Contact a health care provider if:

  • You drank more or for longer than you intended on more than one occasion.
  • You tried to stop drinking or to cut back on how much you drink, but you were not able to.
  • You often drink to the point of vomiting or passing out.
  • You want to drink so badly that you cannot think about anything else.
  • You have problems in your life due to drinking, but you continue to drink.
  • You keep drinking even though you feel anxious, depressed, or have experienced memory loss.
  • You have stopped doing the things you used to enjoy in order to drink.
  • You have to drink more than you used to in order to get the effect you want.
  • You experience anxiety, sweating, nausea, shakiness, and trouble sleeping when you try to stop drinking.

Get help right away if:

  • You have thoughts about hurting yourself or others.
  • You have serious withdrawal symptoms, including:
    • Confusion.
    • Racing heart.
    • High blood pressure.
    • Fever.
If you ever feel like you may hurt yourself or others, or have thoughts about taking your own life, get help right away. You can go to your nearest emergency department or call:
  • Your local emergency services (911 in the U.S.).
  • A suicide crisis helpline, such as the National Suicide Prevention Lifeline at 1-800-273-8255. This is open 24 hours a day.

Summary

  • Alcohol abuse and dependence can have a negative effect on your life.

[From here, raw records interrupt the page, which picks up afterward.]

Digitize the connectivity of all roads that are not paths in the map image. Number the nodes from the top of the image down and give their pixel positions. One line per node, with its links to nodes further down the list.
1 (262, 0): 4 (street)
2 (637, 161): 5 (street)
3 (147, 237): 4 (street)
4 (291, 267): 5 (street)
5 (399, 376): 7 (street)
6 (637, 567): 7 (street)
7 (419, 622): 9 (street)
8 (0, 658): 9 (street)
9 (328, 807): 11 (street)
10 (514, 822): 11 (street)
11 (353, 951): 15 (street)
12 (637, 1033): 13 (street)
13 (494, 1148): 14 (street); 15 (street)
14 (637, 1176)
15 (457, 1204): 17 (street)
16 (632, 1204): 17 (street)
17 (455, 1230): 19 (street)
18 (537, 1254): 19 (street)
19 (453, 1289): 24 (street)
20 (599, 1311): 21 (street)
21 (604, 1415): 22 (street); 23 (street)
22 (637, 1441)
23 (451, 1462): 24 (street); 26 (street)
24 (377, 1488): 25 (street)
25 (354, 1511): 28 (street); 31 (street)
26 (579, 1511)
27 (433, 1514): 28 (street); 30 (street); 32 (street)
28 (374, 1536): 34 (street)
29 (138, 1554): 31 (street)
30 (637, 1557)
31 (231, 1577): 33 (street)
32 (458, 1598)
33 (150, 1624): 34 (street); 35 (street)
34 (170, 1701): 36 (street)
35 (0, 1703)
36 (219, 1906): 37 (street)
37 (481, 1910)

Drinking too much or too often can lead to addiction.
  • If you drink alcohol, limit how much you use.
  • If you are having trouble keeping your drinking under control, find ways to change your behavior. Hobbies, calming activities, exercise, or support groups can help.
  • If you feel you need help with changing your drinking habits, talk with your health care provider, a good friend, or a therapist, or go to an AA group.

This information is not intended to replace advice given to you by your health care provider. Make sure you discuss any questions you have with your health care provider.